In einem Dorfe an einem grossen Wasser gab es einmal lauter schöne Mädchen, daß alle Welt Freude daran hatte, und sie wurden immer schöner, je öfter sie vom Baden im Wasser heimkehrten. Das hörten die Mädchen aus anderen Orten und sie zogen aus allen [177] Gegenden herbey, und nahmen ein Bad im Wasser. Da sie aber sehr garstig waren und auch nicht lange unter dem Wasser bleiben konnten, wie die Mädchen des Dorfes, wurden sie nicht schöner, ja viele ertranken im Wasser. Nun blieben die fremden Mädchen zwar aus, dafür aber meldeten sich Freyer aus allen vier Himmelsgegenden.

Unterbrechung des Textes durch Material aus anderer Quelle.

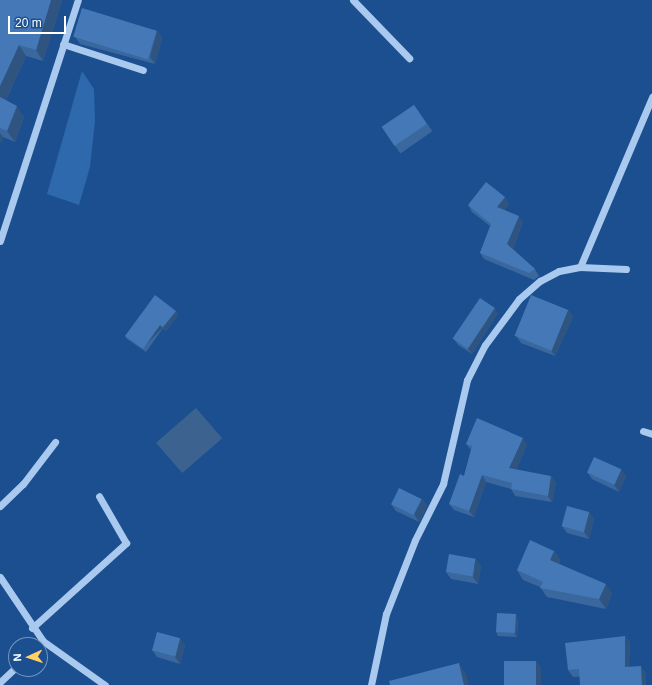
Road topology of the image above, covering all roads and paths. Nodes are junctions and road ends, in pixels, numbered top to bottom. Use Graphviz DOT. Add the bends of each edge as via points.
graph roads {
  1 [pos="78,0"];
  2 [pos="353,0"];
  3 [pos="63,44"];
  4 [pos="409,58"];
  5 [pos="143,70"];
  6 [pos="652,97"];
  7 [pos="0,241"];
  8 [pos="580,267"];
  9 [pos="626,269"];
  10 [pos="643,431"];
  11 [pos="652,434"];
  12 [pos="55,442"];
  13 [pos="98,496"];
  14 [pos="0,506"];
  15 [pos="0,577"];
  16 [pos="32,628"];
  17 [pos="37,637"];
  18 [pos="48,648"];
  19 [pos="8,674"];
  20 [pos="0,682"];
  21 [pos="105,685"];
  22 [pos="371,685"];
  1 -- 3 [label="street"];
  2 -- 4 [label="street"];
  3 -- 5 [label="street"];
  3 -- 7 [label="street"];
  6 -- 8 [label="street"];
  8 -- 9 [label="street"];
  8 -- 22 [label="street" via="559,271 519,299 485,345 467,380 447,470 386,614"];
  10 -- 11 [label="street"];
  12 -- 14 [label="street" via="23,484"];
  13 -- 16 [label="street" via="126,543"];
  15 -- 16 [label="street"];
  16 -- 17 [label="street"];
  18 -- 21 [label="street"];
  19 -- 20 [label="street"];
}
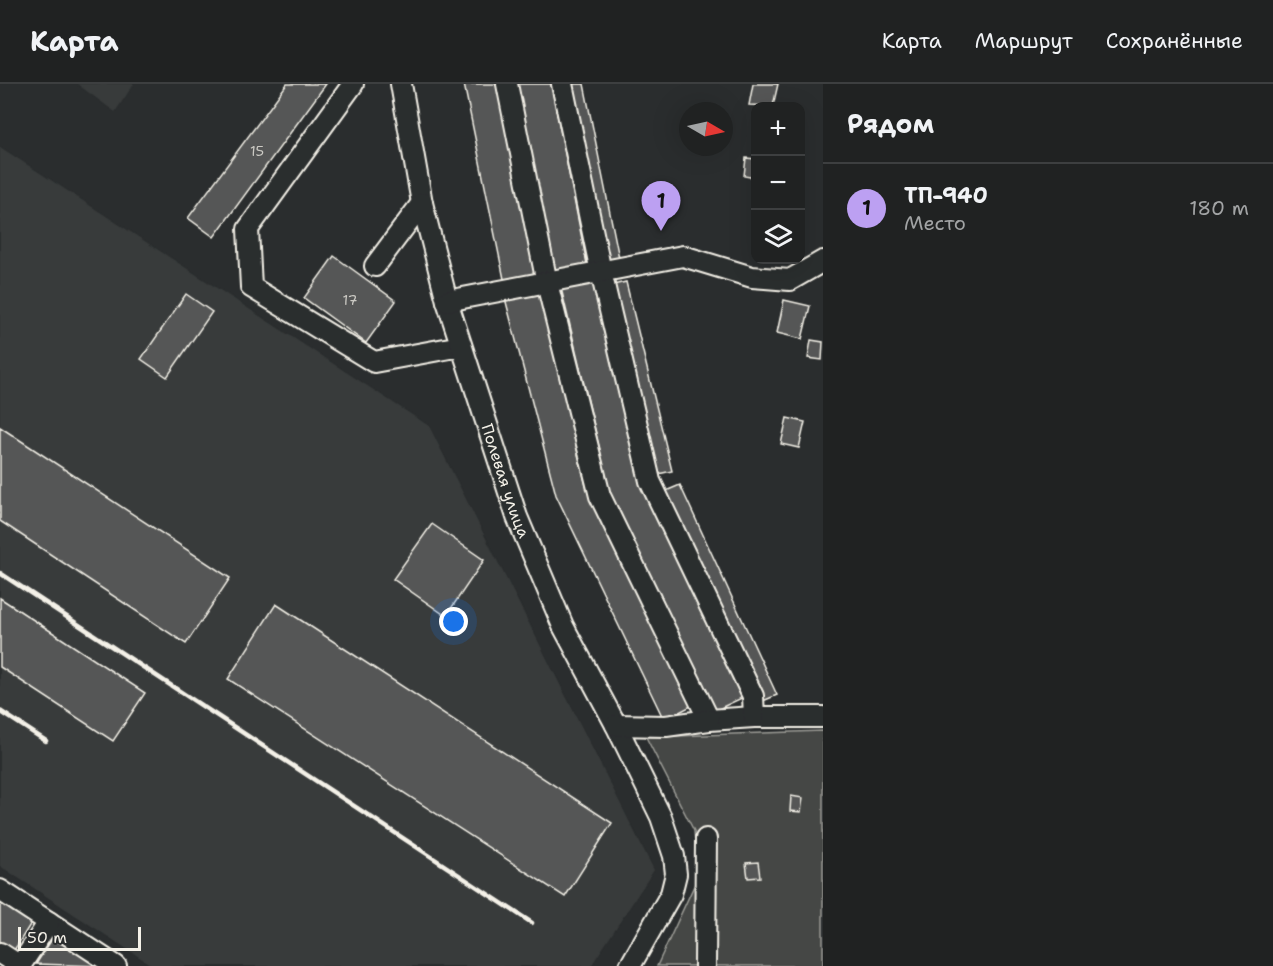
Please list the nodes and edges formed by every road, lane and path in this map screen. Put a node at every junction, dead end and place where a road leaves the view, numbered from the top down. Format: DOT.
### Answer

Alle Mädchen des Dorfes hielten an Einem Tage Hochzeit. Gegen den Morgen hin, der darauf folgte, gab es aber fürchterlichen Lärmen. Alles lief zusammen. Jeder Bräutigam zog seine Braut an den Haaren herum, und stieß und schlug sie, so lange er es vermochte; dann lief er davon. – Es hatte sich befunden, daß die Mädchen nicht recht beschaffen, insbesondere beschuppt waren. Da kam der Richter mit seinen Knechten und besah sich die Bräute und befahl einen Scheiterhaufen zu errichten, um auf diesem die Fischweiber insgesammt zu verbrennen. Als die Flammen schon loderten, schlug das Wasser am Dorfe hohe Wellen und es streckte sich ein ungeheuer grosser Kopf daraus hervor, der spie Wasser wie ein Wallfisch und löschte das Feuer, und auf dem dicken Wasserbogen gingen die Bräute wie auf einer Brücke vom Holzstoß hinüber an's Wasser und in den Rachen des Wassermannes hinein wie in ein grosses Thor.
Seitdem baden keine Mädchen mehr in diesem Wasser. Neuenhammer.